Lydia turns back. “I’d like to join-”
“I’m afraid we can’t put you on the mailing list or give you a goodie bag if you’re not actually gay,” the girl says disinterestedly, while replacing a box of free condoms from underneath the table. “We’ve had a lot of allies join this year and-”
“I’m not straight,” Lydia interrupts. Excuse you, she thinks, it's LGBTQ, not LG. As she fills out the form, a second person arrives at the booth with two coffees. He nods in her direction.
“I thought we weren’t taking any more-” he starts, in what he mistakenly believes to be a discrete tone of voice.
“She says she’s gay,” the girl at the booth says.
Lydia, who believes in precision in language, interjects firmly, “I said I wasn’t straight,” and ignores the new guy rolling his eyes.
*
“And then my ex, Steve-“
“What?”
“God, Jackson, don’t interrupt. Steve was-”
“But was this, what, before you came out?”
“No, it was about a year after. So-”
“Okay, I’m confused. After?”
“Yes! A year after I came out as bisexual, as in attracted to people of my own gender and people who are not my own gender, can I please finish?”
“You’re bi? Oh. Okay, I just - assumed.”
“Jackson, we’ve been dating for three weeks, how is this news?”
There’s a few seconds of silence as she waits expectantly for an answer, and Jackson looks like he’s lost at sea and has just been thrown what he thought was a float and turned out to be a barbeque pit he has to assemble before he sinks.
“Jackson, we’ve been meeting for coffee everyday. You take me to clubs three times a week. We dance, we drink body shots off each other, we kiss on the dancefloor.”

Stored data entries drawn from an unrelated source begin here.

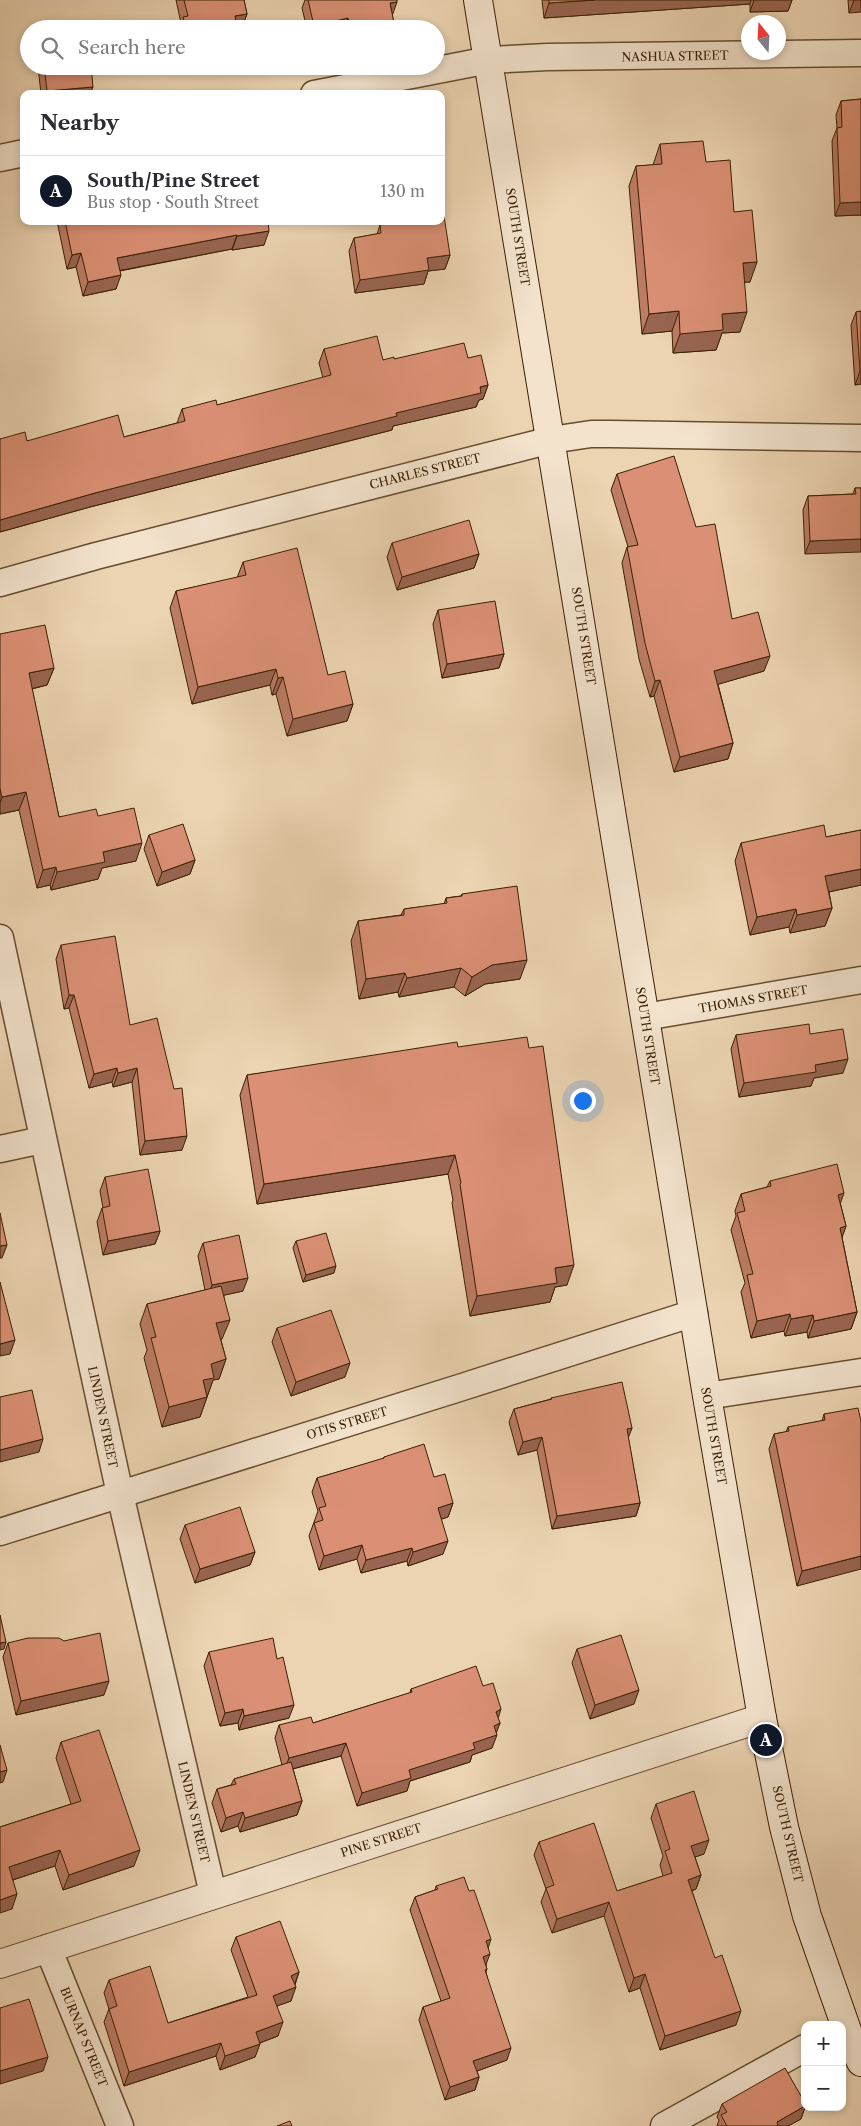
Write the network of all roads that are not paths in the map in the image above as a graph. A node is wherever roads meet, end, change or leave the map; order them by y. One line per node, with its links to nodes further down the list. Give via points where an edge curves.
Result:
1 (478, 0): 3 (main road, SOUTH STREET)
2 (861, 53): 3 (street, NASHUA STREET)
3 (489, 60): 4 (street, NASHUA STREET); 10 (main road, SOUTH STREET)
4 (445, 69)
5 (412, 75): 6 (street, NASHUA STREET)
6 (335, 90)
7 (20, 154): 8 (street)
8 (0, 158)
9 (861, 438): 10 (street, CHARLES STREET, via 591,434)
10 (551, 440): 11 (street, CHARLES STREET); 14 (main road, SOUTH STREET)
11 (0, 583)
12 (0, 938): 15 (street, LINDEN STREET)
13 (861, 980): 14 (street, THOMAS STREET)
14 (645, 1017): 17 (main road, SOUTH STREET)
15 (42, 1140): 16 (street); 20 (street, LINDEN STREET)
16 (0, 1149)
17 (694, 1312): 19 (main road, SOUTH STREET); 20 (street, OTIS STREET)
18 (861, 1372): 19 (street)
19 (707, 1396): 22 (main road, SOUTH STREET)
20 (120, 1494): 21 (street, OTIS STREET); 23 (street, LINDEN STREET)
21 (0, 1532)
22 (762, 1718): 23 (main road, PINE STREET); 26 (main road, SOUTH STREET, via 784,1827 808,1916)
23 (213, 1894): 24 (main road, PINE STREET)
24 (48, 1948): 25 (main road, PINE STREET); 30 (street, BURNAP STREET)
25 (0, 1964)
26 (842, 2021)
27 (846, 2031): 29 (main road, SOUTH STREET)
28 (801, 2050): 31 (street)
29 (861, 2062)
30 (120, 2126)
31 (664, 2126)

“Gay clubs! We go out to gay clubs together! I thought that we were just… Okay, this is….”
Lydia rolls her eyes. Well, that had been fun while it lasted. Apparently she’s been overestimating Jackson’s ability to listen during that getting-to-know-you icebreaker game they’d all played at the first meeting of the LGBTQ club. She’d filed away the fact that he was bi the moment he’d said it.
“Okay, sorry. What were you saying about your ex?” Jackson looks up from where he’d had his head in his hands. “FYI, if we’re dating you’re going to have to stop kissing Harley every time we go out with her, I’m not a sharing kind of guy.”
He reaches over and slips his hand underneath hers where it rests on the bench.